Task directions :: Each line with the word "Dalmazia" must appear in the answer, copied from the records.

Stored data ::
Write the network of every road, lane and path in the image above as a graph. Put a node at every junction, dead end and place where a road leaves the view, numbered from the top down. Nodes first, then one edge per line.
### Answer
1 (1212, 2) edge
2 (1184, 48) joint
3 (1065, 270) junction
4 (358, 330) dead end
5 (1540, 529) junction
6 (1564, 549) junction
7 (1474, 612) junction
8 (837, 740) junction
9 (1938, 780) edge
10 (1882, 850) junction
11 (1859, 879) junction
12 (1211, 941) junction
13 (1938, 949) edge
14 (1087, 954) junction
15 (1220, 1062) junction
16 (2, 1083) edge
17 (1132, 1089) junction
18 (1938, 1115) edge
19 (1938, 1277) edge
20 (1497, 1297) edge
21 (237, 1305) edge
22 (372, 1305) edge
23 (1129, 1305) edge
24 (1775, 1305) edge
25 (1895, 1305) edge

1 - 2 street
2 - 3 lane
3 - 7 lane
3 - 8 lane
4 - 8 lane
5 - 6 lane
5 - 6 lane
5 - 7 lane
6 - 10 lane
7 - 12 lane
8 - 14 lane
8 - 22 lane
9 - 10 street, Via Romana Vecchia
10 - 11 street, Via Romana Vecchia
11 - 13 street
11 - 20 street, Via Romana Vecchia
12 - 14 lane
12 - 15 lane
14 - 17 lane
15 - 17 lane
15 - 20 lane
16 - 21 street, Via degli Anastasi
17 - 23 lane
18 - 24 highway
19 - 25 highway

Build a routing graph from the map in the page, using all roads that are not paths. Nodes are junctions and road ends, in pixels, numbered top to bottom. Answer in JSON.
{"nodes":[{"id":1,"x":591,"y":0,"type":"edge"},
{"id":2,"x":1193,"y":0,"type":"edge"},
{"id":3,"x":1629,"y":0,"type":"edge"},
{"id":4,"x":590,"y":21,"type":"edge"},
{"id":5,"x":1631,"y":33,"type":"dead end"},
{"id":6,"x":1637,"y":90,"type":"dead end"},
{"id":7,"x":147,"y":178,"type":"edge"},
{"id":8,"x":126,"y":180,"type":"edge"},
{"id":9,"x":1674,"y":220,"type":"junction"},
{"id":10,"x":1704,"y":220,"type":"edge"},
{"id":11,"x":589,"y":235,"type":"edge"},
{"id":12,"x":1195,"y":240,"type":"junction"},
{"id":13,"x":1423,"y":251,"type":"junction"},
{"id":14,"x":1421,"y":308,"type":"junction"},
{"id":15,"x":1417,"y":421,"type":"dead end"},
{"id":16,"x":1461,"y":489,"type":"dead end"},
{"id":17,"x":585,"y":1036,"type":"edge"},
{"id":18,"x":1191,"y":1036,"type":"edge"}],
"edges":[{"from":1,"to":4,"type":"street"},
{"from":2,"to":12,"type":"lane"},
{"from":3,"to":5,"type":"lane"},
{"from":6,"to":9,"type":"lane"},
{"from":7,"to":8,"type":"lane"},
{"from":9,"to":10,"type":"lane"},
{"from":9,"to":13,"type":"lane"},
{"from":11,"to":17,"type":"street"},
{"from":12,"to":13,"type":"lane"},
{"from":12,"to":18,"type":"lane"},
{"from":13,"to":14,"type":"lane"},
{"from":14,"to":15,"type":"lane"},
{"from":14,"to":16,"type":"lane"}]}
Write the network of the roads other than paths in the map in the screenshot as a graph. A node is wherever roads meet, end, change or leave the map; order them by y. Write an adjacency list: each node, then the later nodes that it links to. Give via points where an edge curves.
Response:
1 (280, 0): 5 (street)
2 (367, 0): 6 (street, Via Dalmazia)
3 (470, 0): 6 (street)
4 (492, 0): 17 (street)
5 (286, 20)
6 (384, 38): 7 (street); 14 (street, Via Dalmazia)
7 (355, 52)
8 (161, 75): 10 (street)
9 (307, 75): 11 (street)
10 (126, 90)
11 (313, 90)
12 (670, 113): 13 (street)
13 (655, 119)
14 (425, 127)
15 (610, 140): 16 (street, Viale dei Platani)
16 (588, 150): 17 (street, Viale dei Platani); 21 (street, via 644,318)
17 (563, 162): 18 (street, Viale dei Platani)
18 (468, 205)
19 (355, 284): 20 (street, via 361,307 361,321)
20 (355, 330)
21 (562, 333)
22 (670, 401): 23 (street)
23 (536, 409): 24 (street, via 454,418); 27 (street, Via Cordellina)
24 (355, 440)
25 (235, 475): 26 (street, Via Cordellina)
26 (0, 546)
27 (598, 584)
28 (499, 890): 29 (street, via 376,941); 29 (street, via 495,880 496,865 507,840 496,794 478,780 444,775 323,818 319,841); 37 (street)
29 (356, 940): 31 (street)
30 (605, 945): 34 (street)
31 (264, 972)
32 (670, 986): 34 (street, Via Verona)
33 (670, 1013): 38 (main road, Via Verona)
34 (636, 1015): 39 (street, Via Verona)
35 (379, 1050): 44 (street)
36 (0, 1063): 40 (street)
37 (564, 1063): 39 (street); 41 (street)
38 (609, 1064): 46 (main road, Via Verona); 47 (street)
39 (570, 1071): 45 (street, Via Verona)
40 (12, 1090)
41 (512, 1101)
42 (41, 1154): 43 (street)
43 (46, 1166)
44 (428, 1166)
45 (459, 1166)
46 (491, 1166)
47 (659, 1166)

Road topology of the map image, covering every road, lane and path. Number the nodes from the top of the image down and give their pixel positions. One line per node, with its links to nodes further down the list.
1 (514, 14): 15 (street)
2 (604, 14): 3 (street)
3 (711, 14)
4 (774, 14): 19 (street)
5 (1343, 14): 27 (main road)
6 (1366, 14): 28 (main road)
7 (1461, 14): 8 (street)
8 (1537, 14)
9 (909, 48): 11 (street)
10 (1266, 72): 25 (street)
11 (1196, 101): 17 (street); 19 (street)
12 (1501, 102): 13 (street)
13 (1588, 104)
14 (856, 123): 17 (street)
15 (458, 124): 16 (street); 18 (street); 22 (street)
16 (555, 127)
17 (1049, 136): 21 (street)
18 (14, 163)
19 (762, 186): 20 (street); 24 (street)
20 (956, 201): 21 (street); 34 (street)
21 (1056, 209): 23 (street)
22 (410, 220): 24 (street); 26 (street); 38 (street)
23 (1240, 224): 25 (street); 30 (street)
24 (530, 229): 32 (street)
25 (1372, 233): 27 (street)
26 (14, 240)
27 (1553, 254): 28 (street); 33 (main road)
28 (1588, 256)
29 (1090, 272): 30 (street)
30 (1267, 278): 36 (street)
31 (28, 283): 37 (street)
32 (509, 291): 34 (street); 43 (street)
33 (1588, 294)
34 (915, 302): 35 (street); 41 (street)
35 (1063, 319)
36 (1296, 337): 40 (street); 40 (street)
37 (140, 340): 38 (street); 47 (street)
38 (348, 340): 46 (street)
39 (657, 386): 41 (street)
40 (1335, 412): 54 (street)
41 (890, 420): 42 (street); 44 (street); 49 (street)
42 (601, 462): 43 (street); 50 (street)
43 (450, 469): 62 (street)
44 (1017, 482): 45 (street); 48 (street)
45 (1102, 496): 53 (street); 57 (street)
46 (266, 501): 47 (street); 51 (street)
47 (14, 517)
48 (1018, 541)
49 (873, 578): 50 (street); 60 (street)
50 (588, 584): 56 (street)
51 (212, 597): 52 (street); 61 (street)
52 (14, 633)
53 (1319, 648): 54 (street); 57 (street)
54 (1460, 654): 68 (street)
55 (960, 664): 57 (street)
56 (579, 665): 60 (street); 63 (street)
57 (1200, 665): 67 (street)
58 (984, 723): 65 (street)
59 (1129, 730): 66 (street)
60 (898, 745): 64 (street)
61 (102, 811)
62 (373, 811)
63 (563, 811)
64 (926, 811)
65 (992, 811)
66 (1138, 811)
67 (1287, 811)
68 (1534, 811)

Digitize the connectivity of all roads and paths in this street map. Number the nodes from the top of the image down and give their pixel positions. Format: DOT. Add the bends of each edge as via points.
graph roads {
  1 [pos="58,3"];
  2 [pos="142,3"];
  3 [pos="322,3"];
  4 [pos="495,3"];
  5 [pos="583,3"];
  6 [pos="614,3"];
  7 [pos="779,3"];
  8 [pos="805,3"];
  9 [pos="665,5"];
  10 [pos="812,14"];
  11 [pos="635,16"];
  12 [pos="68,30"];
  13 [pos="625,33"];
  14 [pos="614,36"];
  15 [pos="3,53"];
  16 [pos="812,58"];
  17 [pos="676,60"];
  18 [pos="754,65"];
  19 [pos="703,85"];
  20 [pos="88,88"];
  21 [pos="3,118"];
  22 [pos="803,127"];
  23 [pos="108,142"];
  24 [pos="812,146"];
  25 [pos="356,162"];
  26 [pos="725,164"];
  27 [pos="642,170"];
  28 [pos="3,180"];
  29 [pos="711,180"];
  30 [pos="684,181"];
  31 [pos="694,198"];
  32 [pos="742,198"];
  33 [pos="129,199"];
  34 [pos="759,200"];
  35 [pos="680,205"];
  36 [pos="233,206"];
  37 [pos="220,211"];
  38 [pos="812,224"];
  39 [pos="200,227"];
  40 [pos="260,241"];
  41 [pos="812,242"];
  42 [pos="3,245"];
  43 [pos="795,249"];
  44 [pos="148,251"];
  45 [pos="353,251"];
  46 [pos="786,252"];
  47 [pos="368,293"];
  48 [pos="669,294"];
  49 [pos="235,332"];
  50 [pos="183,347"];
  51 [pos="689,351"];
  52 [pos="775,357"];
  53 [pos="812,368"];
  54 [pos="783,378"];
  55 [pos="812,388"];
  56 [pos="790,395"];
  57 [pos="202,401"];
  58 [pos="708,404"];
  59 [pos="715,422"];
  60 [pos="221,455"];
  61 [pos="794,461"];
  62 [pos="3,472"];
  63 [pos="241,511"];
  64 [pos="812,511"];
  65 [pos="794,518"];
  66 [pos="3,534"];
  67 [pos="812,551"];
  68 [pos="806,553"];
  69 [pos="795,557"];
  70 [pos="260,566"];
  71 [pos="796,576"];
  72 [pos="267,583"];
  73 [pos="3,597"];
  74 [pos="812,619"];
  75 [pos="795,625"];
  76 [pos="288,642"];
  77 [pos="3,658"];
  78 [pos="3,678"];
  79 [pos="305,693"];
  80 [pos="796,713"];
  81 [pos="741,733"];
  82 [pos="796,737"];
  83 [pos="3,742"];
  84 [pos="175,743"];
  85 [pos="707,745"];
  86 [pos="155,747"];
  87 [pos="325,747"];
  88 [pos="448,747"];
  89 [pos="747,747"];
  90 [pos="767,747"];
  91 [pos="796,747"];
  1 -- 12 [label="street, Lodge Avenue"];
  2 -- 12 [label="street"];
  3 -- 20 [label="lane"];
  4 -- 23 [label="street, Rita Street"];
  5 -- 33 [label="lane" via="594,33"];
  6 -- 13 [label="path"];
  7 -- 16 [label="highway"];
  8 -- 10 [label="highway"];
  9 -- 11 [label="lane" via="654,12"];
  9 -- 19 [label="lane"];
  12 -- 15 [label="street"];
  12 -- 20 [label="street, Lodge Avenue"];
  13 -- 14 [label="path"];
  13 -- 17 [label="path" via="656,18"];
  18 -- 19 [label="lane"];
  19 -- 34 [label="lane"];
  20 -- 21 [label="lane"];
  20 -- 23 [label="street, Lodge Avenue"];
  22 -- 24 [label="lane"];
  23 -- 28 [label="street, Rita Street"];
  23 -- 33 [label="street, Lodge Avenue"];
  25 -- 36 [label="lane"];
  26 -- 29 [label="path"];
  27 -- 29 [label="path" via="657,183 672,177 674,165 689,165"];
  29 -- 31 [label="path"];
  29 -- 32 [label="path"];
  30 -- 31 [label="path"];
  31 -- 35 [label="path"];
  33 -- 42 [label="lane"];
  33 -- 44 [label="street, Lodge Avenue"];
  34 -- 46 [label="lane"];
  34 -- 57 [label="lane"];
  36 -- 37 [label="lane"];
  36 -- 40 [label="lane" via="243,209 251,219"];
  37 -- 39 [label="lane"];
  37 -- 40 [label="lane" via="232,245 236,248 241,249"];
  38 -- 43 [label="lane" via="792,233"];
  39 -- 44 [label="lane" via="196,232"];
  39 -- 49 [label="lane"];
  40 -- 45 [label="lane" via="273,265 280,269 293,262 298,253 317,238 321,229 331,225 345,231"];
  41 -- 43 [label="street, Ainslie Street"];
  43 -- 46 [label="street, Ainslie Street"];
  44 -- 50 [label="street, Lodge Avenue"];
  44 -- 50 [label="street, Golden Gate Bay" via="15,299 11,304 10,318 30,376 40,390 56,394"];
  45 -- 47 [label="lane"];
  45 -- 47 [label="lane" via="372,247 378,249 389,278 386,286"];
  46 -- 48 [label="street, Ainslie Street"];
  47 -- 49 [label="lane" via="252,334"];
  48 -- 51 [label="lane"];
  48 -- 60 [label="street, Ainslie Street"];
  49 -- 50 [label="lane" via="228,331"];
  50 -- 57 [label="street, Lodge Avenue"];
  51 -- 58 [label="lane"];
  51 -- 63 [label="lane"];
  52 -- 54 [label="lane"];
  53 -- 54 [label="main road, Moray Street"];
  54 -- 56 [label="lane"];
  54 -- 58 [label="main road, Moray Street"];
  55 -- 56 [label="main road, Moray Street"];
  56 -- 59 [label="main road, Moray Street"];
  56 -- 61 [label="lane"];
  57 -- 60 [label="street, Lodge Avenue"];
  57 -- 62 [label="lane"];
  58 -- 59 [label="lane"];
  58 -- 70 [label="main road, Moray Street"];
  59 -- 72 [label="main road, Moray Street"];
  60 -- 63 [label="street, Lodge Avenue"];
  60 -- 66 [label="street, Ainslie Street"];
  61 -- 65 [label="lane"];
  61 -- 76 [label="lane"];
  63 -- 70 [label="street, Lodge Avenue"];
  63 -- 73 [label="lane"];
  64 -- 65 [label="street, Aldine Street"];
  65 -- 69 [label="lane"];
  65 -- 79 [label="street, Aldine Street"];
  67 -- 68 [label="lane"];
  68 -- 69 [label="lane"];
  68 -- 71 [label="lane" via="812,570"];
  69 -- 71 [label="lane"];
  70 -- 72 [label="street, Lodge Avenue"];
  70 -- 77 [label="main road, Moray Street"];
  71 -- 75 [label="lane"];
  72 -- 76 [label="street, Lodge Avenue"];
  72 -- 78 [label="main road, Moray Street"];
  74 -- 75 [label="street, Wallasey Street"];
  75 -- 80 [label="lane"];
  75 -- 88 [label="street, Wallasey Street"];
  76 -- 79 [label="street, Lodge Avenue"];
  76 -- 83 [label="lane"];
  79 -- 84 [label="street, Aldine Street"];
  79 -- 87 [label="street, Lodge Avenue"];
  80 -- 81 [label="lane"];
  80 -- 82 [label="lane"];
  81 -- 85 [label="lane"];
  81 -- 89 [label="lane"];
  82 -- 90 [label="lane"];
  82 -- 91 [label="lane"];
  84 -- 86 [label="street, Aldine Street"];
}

Expected output ::
2 (367, 0): 6 (street, Via Dalmazia)
6 (384, 38): 7 (street); 14 (street, Via Dalmazia)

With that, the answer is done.